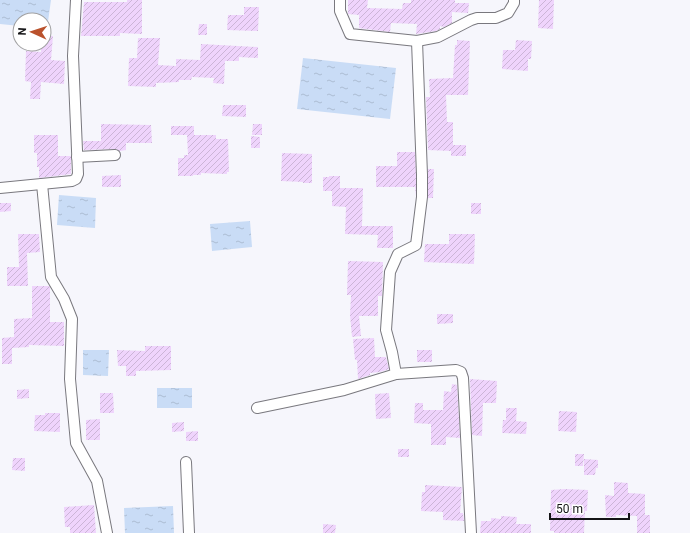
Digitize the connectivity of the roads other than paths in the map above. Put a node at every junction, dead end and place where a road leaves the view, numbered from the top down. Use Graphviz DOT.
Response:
graph roads {
  1 [pos="76,0"];
  2 [pos="340,0"];
  3 [pos="514,0"];
  4 [pos="417,41"];
  5 [pos="115,155"];
  6 [pos="77,157"];
  7 [pos="42,184"];
  8 [pos="0,188"];
  9 [pos="396,374"];
  10 [pos="257,408"];
  11 [pos="186,462"];
  12 [pos="107,533"];
  13 [pos="189,533"];
  14 [pos="471,533"];
  1 -- 6 [label="street"];
  2 -- 4 [label="street"];
  3 -- 4 [label="street"];
  4 -- 9 [label="street"];
  5 -- 6 [label="street"];
  6 -- 7 [label="street"];
  7 -- 8 [label="street"];
  7 -- 12 [label="street"];
  9 -- 10 [label="street"];
  9 -- 14 [label="street"];
  11 -- 13 [label="street"];
}
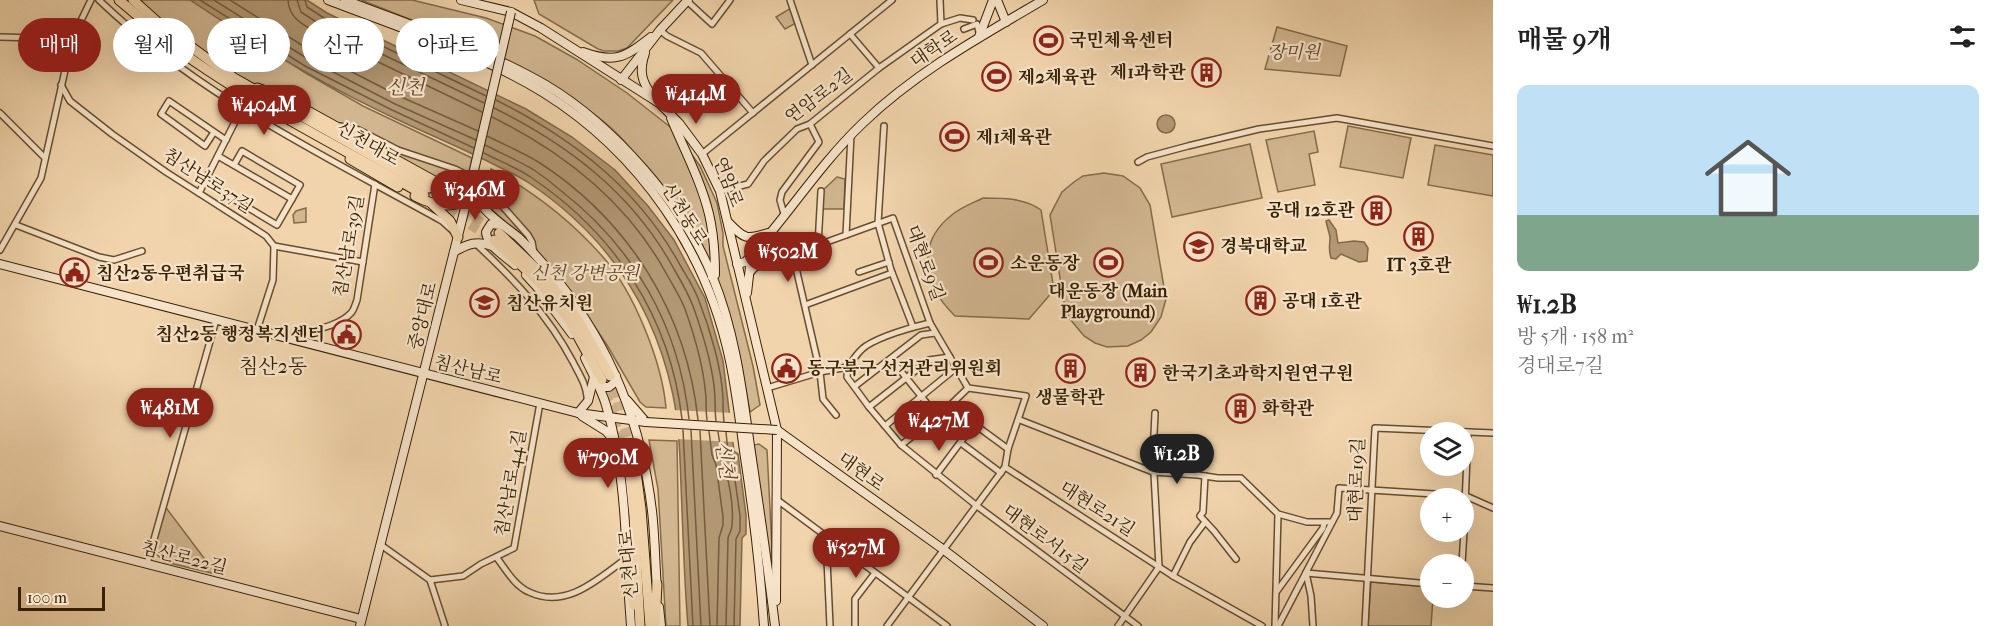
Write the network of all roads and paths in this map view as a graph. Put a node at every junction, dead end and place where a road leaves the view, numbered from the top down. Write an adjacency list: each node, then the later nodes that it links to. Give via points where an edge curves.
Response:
1 (91, 0): 18 (street)
2 (99, 0): 43 (street, via 169,60)
3 (111, 0): 19 (highway)
4 (119, 0): 20 (highway)
5 (133, 0): 21 (highway, 신천대로)
6 (139, 0): 22 (highway)
7 (328, 0): 95 (main road, 신천동로, via 492,65 570,110 643,179)
8 (345, 0): 95 (main road, 신천동로, via 517,70 586,113 627,150 658,187 686,227)
9 (462, 0): 17 (main road, 연암로)
10 (730, 0): 16 (street, via 712,24)
11 (790, 0): 36 (street)
12 (892, 0): 28 (street)
13 (940, 0): 25 (street)
14 (995, 0): 24 (main road); 30 (main road)
15 (1043, 0): 24 (main road, 대학로)
16 (688, 1): 27 (main road)
17 (511, 12): 32 (main road, 연암로); 61 (main road, 중앙대로, bridge)
18 (82, 18)
19 (131, 18)
20 (140, 18)
21 (153, 18)
22 (155, 18)
23 (973, 20): 25 (street, 연암로2길, via 960,18)
24 (1006, 22): 30 (main road, 대학로)
25 (941, 24): 37 (street, 연암로2길)
26 (964, 29): 30 (street, via 976,24)
27 (660, 30): 32 (main road, via 617,58 599,57); 33 (main road); 45 (street, via 701,52)
28 (850, 34): 36 (street); 37 (street)
29 (0, 37): 31 (street)
30 (979, 37): 51 (main road, 대학로, via 931,66)
31 (18, 38)
32 (571, 47): 39 (main road, 연암로)
33 (646, 48): 39 (main road); 42 (main road, via 642,80)
34 (195, 50): 40 (highway, 신천대로)
35 (195, 60): 66 (highway, via 368,171)
36 (812, 65): 45 (street)
37 (879, 68): 48 (street, 연암로2길)
38 (64, 72): 41 (street)
39 (621, 80): 42 (main road, 연암로)
40 (242, 83): 47 (highway, via 271,93); 66 (highway, 신천대로)
41 (61, 85): 56 (street); 65 (street, 침산남로37길, via 70,101 112,134)
42 (659, 103): 46 (main road, 연암로)
43 (241, 110): 52 (street); 62 (street)
44 (0, 112): 56 (street)
45 (753, 113): 54 (street)
46 (669, 114): 54 (main road, 연암로); 95 (main road, via 709,214 715,246 715,275)
47 (330, 124): 60 (highway); 84 (street, via 359,130 482,183 531,239)
48 (810, 124): 63 (street, 연암로2길, via 797,129 772,153 748,184); 69 (street, via 819,142 782,192)
49 (884, 126): 71 (street)
50 (214, 132): 50 (street, via 169,101 161,114 205,146); 52 (street)
51 (851, 135): 69 (main road, 대학로); 74 (street)
52 (226, 140): 55 (street)
53 (1493, 146): 57 (street, via 1337,118 1259,129)
54 (702, 154): 63 (main road, 연암로)
55 (218, 156): 58 (street); 59 (street)
56 (45, 158): 72 (street, via 42,178)
57 (1138, 162)
58 (234, 165): 67 (street); 67 (street, via 242,151 300,185)
59 (205, 182): 65 (street); 67 (street, via 278,225)
60 (439, 182): 61 (highway, via 453,189); 66 (highway, via 443,193 440,199)
61 (471, 183): 68 (main road, 중앙대로); 75 (main road)
62 (375, 184): 76 (street, via 442,221); 87 (street, 침산남로39길)
63 (720, 191): 70 (main road, 연암로)
64 (821, 191): 78 (street)
65 (199, 193): 79 (street, 침산남로37길, via 266,236)
66 (428, 197): 68 (highway, via 460,204); 76 (highway, via 450,221)
67 (292, 199)
68 (468, 199): 76 (main road, 중앙대로)
69 (784, 214): 73 (main road, 대학로)
70 (727, 222): 73 (main road, via 747,238); 90 (main road, 연암로)
71 (878, 223): 74 (street, 대현로9길); 88 (street, 대현로9길); 99 (street, 대현로9길, via 892,218)
72 (16, 225): 81 (street); 82 (street, via 99,257 114,260)
73 (769, 233): 80 (main road, 대학로)
74 (846, 235): 78 (street, 대현로9길)
75 (497, 236): 77 (main road); 84 (main road); 110 (highway, via 540,283)
76 (458, 237): 83 (main road, 중앙대로)
77 (475, 243): 83 (main road); 117 (street, via 540,309 584,383)
78 (818, 245): 85 (street, 대현로9길)
79 (274, 246): 87 (street); 101 (street, via 273,280)
80 (758, 247): 86 (main road); 90 (main road, 대학로, via 745,262)
81 (0, 250)
82 (142, 251)
83 (454, 252): 109 (main road, 중앙대로)
84 (535, 255): 110 (main road, via 590,325)
85 (793, 255): 91 (street, 대현로9길); 97 (street)
86 (755, 256): 91 (street); 94 (main road)
87 (363, 262): 103 (street, 침산남로39길, via 352,312 342,320)
88 (889, 262): 92 (street, 대현로9길); 93 (street, 대현로9길)
89 (0, 264): 98 (main road, 침산남로)
90 (737, 264): 96 (main road, 연암로)
91 (764, 264): 94 (street, 대현로9길)
92 (859, 272)
93 (892, 273): 97 (street); 100 (street, 대현로9길)
94 (748, 276): 96 (main road)
95 (709, 279): 182 (main road, 신천동로, via 730,361 754,520); 183 (main road, 신천동로, via 725,313 737,359)
96 (746, 300): 113 (main road, 연암로)
97 (805, 305): 108 (street)
98 (216, 320): 101 (main road, 침산남로); 162 (street)
99 (930, 323): 100 (street); 102 (street, 대현로9길)
100 (913, 327): 106 (street, via 867,345)
101 (257, 330): 103 (main road, 침산남로)
102 (935, 333): 104 (street, 대현로9길); 105 (street, via 921,335)
103 (286, 338): 109 (main road, 침산남로)
104 (950, 357): 107 (street, 대현로9길); 111 (street, via 929,360)
105 (891, 359): 111 (street); 112 (street)
106 (848, 368): 108 (street); 112 (street, 대현로서15길, via 847,377)
107 (956, 368): 114 (street, 대현로9길); 116 (street)
108 (820, 372): 113 (street); 122 (street, via 823,399)
109 (424, 374): 118 (main road, 침산남로); 157 (main road, 중앙대로)
110 (606, 377): 115 (main road); 117 (main road); 124 (main road)
111 (905, 378): 116 (street); 119 (street)
112 (855, 386): 119 (street, 대현로서15길)
113 (767, 388): 129 (main road, 연암로)
114 (968, 388): 123 (street); 126 (street, via 1026,396)
115 (625, 396): 125 (main road); 127 (main road)
116 (922, 398): 123 (street); 128 (street)
117 (588, 401): 120 (main road)
118 (540, 404): 120 (main road, 침산남로); 160 (street, 침산남로44길, via 514,548)
119 (869, 408): 128 (street, 대현로서15길)
120 (578, 413): 124 (main road, 침산남로); 134 (main road)
121 (1155, 413): 141 (street)
122 (836, 415)
123 (938, 417): 136 (street)
124 (609, 418): 125 (main road, 침산남로); 134 (main road)
125 (632, 420): 127 (main road); 133 (main road)
126 (1020, 420): 137 (street); 141 (street)
127 (649, 423): 129 (main road, bridge); 133 (main road)
128 (885, 426): 136 (street, 대현로서15길)
129 (777, 430): 147 (main road, 연암로); 158 (main road, 대현로)
130 (1420, 430): 145 (street, 대현로19길, via 1375,428)
131 (1474, 432): 132 (street, 대현로19길)
132 (1493, 433)
133 (640, 440): 139 (main road)
134 (614, 441): 138 (main road)
135 (961, 443): 137 (street, via 974,424); 142 (street); 143 (street)
136 (901, 446): 143 (street, 대현로서15길)
137 (1008, 449): 140 (street)
138 (618, 463): 139 (main road, via 629,452 636,453); 159 (main road)
139 (636, 464): 170 (main road, via 652,511); 179 (highway, 신천대로); 180 (highway, 신천대로)
140 (1005, 467): 142 (street); 163 (street, 대현로21길)
141 (1153, 472): 144 (street); 163 (street)
142 (1001, 473): 149 (street)
143 (936, 475): 149 (street, 대현로서15길)
144 (1205, 476): 151 (street, via 1241,478); 152 (street, via 1200,516)
145 (1371, 489): 146 (street); 153 (street, via 1339,488 1337,513); 168 (street, 대현로19길)
146 (1420, 493)
147 (776, 500): 156 (street); 183 (main road, 연암로)
148 (1474, 500): 150 (street)
149 (976, 506): 158 (street); 175 (street, 대현로서15길)
150 (1493, 508)
151 (1278, 514): 154 (street); 173 (street)
152 (1205, 522): 161 (street); 166 (street)
153 (1331, 522): 154 (street); 165 (street)
154 (1324, 523): 173 (street)
155 (0, 526): 162 (main road, 침산로22길)
156 (826, 537): 164 (street); 184 (street)
157 (381, 545): 167 (street); 176 (main road, 중앙대로)
158 (944, 550): 174 (street); 188 (main road, 대현로)
159 (627, 557): 160 (street, via 578,592 554,597 529,592); 178 (main road); 179 (highway)
160 (497, 558): 167 (street, 침산남로44길, via 463,576)
161 (1236, 559)
162 (147, 564): 176 (main road, 침산로22길)
163 (1159, 567): 166 (street, 대현로21길); 175 (street)
164 (875, 573): 174 (street); 185 (street, via 855,599)
165 (1306, 573): 168 (street); 192 (street); 193 (street)
166 (1173, 576): 191 (street, 대현로21길)
167 (430, 580): 177 (street)
168 (1367, 580): 169 (street); 194 (street, 대현로19길)
169 (1420, 583)
170 (657, 584): 180 (highway); 181 (main road)
171 (1474, 587): 172 (street)
172 (1493, 588)
173 (1276, 592): 192 (street)
174 (908, 597): 186 (street); 187 (street)
175 (1125, 616): 189 (street); 190 (street, 대현로서15길)
176 (361, 622)
177 (444, 626)
178 (631, 626)
179 (639, 626)
180 (653, 626)
181 (661, 626)
182 (764, 626)
183 (775, 626)
184 (830, 626)
185 (855, 626)
186 (887, 626)
187 (947, 626)
188 (1043, 626)
189 (1118, 626)
190 (1138, 626)
191 (1262, 626)
192 (1277, 626)
193 (1313, 626)
194 (1365, 626)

====

TASK INSTRUCTIONS → Copy each line in the entries above where "down" turns up.

RESPONSE BELOW →
Digitize the connectivity of the roads other than paths in the map above. Put a node at every junction, dead end and place where a road leaves the view, numbered from the top down. Use Graphviz DOT.
Write the network of all roads and paths in this map view as a graph. Put a node at every junction, dead end and place where a road leaves the view, numbered from the top down. Write an adjacency list: each node, then the later nodes that it links to. Give via points where an edge curves.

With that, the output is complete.